## Task directions
Your job is to restate each entry word for word.

(Saved data entries)
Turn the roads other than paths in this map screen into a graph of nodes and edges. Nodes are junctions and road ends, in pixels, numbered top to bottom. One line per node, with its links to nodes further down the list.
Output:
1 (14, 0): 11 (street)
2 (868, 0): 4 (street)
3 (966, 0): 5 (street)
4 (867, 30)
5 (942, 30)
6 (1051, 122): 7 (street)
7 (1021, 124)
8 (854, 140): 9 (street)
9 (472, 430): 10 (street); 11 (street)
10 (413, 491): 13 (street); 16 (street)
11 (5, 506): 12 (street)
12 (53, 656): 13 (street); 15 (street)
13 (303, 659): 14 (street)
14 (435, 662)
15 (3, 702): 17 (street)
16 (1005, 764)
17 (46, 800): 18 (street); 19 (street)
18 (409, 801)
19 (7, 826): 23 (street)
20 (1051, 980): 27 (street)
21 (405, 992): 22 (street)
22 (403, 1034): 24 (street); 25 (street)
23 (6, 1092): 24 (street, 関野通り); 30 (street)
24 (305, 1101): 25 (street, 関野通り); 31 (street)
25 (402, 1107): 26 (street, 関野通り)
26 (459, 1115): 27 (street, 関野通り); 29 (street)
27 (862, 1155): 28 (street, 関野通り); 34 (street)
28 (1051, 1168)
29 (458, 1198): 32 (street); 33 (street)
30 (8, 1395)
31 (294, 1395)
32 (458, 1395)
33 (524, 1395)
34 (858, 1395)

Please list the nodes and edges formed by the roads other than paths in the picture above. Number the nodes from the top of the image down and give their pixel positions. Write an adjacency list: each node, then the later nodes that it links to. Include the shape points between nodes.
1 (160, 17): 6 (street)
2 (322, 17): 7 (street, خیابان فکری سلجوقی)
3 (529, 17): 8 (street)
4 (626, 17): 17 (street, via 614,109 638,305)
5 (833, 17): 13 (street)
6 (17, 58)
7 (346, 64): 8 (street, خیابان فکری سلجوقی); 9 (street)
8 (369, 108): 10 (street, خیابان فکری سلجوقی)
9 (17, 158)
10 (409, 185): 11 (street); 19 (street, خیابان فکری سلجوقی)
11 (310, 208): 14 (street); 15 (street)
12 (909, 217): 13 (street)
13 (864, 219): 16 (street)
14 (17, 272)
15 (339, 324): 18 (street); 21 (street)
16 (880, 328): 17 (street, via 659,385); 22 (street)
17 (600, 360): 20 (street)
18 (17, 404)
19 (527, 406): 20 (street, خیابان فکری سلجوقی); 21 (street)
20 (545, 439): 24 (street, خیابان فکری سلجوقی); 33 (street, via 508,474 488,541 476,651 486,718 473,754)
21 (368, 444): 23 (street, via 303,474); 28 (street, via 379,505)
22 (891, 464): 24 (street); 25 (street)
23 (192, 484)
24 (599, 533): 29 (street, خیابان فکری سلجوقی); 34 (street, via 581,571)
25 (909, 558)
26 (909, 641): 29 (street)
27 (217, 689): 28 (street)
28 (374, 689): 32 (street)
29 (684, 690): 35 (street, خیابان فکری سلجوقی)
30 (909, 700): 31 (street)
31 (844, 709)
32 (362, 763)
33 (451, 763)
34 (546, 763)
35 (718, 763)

## Exercise result
Turn the roads other than paths in this map screen into a graph of nodes and edges. Nodes are junctions and road ends, in pixels, numbered top to bottom. One line per node, with its links to nodes further down the list.
Output:
1 (14, 0): 11 (street)
2 (868, 0): 4 (street)
3 (966, 0): 5 (street)
4 (867, 30)
5 (942, 30)
6 (1051, 122): 7 (street)
7 (1021, 124)
8 (854, 140): 9 (street)
9 (472, 430): 10 (street); 11 (street)
10 (413, 491): 13 (street); 16 (street)
11 (5, 506): 12 (street)
12 (53, 656): 13 (street); 15 (street)
13 (303, 659): 14 (street)
14 (435, 662)
15 (3, 702): 17 (street)
16 (1005, 764)
17 (46, 800): 18 (street); 19 (street)
18 (409, 801)
19 (7, 826): 23 (street)
20 (1051, 980): 27 (street)
21 (405, 992): 22 (street)
22 (403, 1034): 24 (street); 25 (street)
23 (6, 1092): 24 (street, 関野通り); 30 (street)
24 (305, 1101): 25 (street, 関野通り); 31 (street)
25 (402, 1107): 26 (street, 関野通り)
26 (459, 1115): 27 (street, 関野通り); 29 (street)
27 (862, 1155): 28 (street, 関野通り); 34 (street)
28 (1051, 1168)
29 (458, 1198): 32 (street); 33 (street)
30 (8, 1395)
31 (294, 1395)
32 (458, 1395)
33 (524, 1395)
34 (858, 1395)

Please list the nodes and edges formed by the roads other than paths in the picture above. Number the nodes from the top of the image down and give their pixel positions. Write an adjacency list: each node, then the later nodes that it links to. Include the shape points between nodes.
1 (160, 17): 6 (street)
2 (322, 17): 7 (street, خیابان فکری سلجوقی)
3 (529, 17): 8 (street)
4 (626, 17): 17 (street, via 614,109 638,305)
5 (833, 17): 13 (street)
6 (17, 58)
7 (346, 64): 8 (street, خیابان فکری سلجوقی); 9 (street)
8 (369, 108): 10 (street, خیابان فکری سلجوقی)
9 (17, 158)
10 (409, 185): 11 (street); 19 (street, خیابان فکری سلجوقی)
11 (310, 208): 14 (street); 15 (street)
12 (909, 217): 13 (street)
13 (864, 219): 16 (street)
14 (17, 272)
15 (339, 324): 18 (street); 21 (street)
16 (880, 328): 17 (street, via 659,385); 22 (street)
17 (600, 360): 20 (street)
18 (17, 404)
19 (527, 406): 20 (street, خیابان فکری سلجوقی); 21 (street)
20 (545, 439): 24 (street, خیابان فکری سلجوقی); 33 (street, via 508,474 488,541 476,651 486,718 473,754)
21 (368, 444): 23 (street, via 303,474); 28 (street, via 379,505)
22 (891, 464): 24 (street); 25 (street)
23 (192, 484)
24 (599, 533): 29 (street, خیابان فکری سلجوقی); 34 (street, via 581,571)
25 (909, 558)
26 (909, 641): 29 (street)
27 (217, 689): 28 (street)
28 (374, 689): 32 (street)
29 (684, 690): 35 (street, خیابان فکری سلجوقی)
30 (909, 700): 31 (street)
31 (844, 709)
32 (362, 763)
33 (451, 763)
34 (546, 763)
35 (718, 763)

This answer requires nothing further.